Amazingly, I’m not bound and gagged on someone’s basement floor, but am, rather, alive and kicking in Berlin.

I’ve settled into my temporary home in Wedding, which I have until the 23rd of September. The old guy who owns it is currently in hospital so, most of the time, I have the place to myself. However, he does pop in every day (colostomy bag in tow) to give me helpful pointers on how to use various household objects in a more German way. For example, this is unacceptable behaviour in Germany:

NEIN!
NEIN!

After my previous lecture on how to hang up a dish towel correctly, I thought I’d just let things dry naturally from then on and avoid the whole dish towel issue altogether. Now Hermann comes in every day (at unexpected times) and puts everything away where I can’t find it neatly.
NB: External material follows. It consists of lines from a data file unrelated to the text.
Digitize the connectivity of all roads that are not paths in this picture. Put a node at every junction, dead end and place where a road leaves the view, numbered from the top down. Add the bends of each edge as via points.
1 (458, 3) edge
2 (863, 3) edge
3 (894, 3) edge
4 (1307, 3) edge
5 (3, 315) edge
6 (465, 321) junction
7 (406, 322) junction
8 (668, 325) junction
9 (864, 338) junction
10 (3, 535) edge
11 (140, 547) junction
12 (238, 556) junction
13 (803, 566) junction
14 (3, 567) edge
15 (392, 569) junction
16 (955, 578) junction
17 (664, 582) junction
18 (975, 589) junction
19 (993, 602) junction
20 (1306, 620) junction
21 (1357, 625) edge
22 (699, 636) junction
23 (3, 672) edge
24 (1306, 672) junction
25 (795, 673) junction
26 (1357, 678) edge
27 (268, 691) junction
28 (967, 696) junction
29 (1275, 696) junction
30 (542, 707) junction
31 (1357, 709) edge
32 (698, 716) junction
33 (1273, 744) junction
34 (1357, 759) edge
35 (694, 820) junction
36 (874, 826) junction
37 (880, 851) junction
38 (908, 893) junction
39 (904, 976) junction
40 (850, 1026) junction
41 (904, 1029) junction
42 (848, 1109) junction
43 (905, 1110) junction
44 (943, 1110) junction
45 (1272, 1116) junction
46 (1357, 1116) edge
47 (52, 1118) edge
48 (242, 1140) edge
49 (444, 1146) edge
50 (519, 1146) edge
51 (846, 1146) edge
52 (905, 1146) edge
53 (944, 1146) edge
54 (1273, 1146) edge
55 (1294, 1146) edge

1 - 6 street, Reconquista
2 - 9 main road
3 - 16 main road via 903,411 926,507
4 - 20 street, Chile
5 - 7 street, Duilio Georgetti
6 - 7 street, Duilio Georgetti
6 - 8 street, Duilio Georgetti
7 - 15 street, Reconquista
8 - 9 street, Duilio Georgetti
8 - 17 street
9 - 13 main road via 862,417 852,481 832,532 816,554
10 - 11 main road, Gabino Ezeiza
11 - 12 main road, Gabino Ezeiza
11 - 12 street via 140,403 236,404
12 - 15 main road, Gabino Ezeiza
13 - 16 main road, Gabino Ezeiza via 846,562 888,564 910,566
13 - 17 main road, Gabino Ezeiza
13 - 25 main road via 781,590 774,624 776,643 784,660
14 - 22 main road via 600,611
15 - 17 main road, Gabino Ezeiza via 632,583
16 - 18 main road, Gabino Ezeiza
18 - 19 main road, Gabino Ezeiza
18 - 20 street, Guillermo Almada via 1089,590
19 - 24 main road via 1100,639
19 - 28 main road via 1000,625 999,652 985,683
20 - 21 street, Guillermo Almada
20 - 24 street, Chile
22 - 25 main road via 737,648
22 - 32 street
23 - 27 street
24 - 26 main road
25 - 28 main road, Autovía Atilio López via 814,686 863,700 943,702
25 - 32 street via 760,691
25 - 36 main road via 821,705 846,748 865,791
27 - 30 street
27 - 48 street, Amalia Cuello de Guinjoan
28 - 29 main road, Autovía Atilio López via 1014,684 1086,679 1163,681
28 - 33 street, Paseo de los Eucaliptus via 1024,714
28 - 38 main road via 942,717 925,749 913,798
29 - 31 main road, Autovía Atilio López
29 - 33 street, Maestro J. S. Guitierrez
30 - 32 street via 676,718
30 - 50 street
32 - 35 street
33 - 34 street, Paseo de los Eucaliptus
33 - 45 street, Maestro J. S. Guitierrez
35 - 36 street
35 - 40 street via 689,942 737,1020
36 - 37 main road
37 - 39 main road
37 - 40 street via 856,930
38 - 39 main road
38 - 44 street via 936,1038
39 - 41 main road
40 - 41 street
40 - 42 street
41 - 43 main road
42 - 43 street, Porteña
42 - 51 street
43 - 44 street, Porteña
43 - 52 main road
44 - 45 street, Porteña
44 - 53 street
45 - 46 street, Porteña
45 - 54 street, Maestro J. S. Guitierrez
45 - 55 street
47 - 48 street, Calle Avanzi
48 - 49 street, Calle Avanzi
We’re a bit like an Irish-German ‘Odd Couple’ – after I’ve spent the whole of the previous day unintentionally deGermanising the place, he comes round and reGermanises it, tutting good-naturedly at my slovenly ways.

However, fun as this is, the prospect of being homeless in under two weeks is gnawing at me so I’ve lined up a couple of flat viewings for tomorrow. (One woman replied saying she wanted someone ‘god-fearing’ so I ruled that one out.) After chatting to some people, I’ve decided to just go for a room in an apartment for the first few months and look for my own place a bit further down the line.

I thought my luck was in last night. I’d been at an English language stand-up comedy night in JÄÄ-ÄÄR (Estonian for ‘iceberg’) and afterwards headed back to Offside on the off chance my new buddy might be there. He wasn’t but I did meet a red-headed German named Paddy, complete with leprechaun tattoo, who offered me his spare room. It seemed like fate but it turns out I’d have to buy a bed so that’s not going to fly. Moral of the story – don’t get excited over things that happen while drinking green shots that taste like Listerine.

There’s not much to report on the job front yet (but I do have an interview on Thursday) so instead, I thought I’d make a little list of things that I’m looking forward to in Germany.

1. More sausage than I can handle – and just good-quality meat in general. Take that as you will.

2014-09-13 18.51.41
Giant sausage

 

2. Order, rules, systems… it’s going to make such a pleasant change.

3. Being surrounded by polite, considerate, helpful, cheerful people – and yes, I do mean the Germans. Except when they’re in Primark on a Saturday afternoon – then they’re just scary.

4. Sex in German – ja, ja, oh mein Gott, schneller, schneller, ja, ja, das ist ausgezeichnet… what a sexy language.

5. Learning German so that I can understand what’s going on during the sex.

And that pretty much brings us up to date!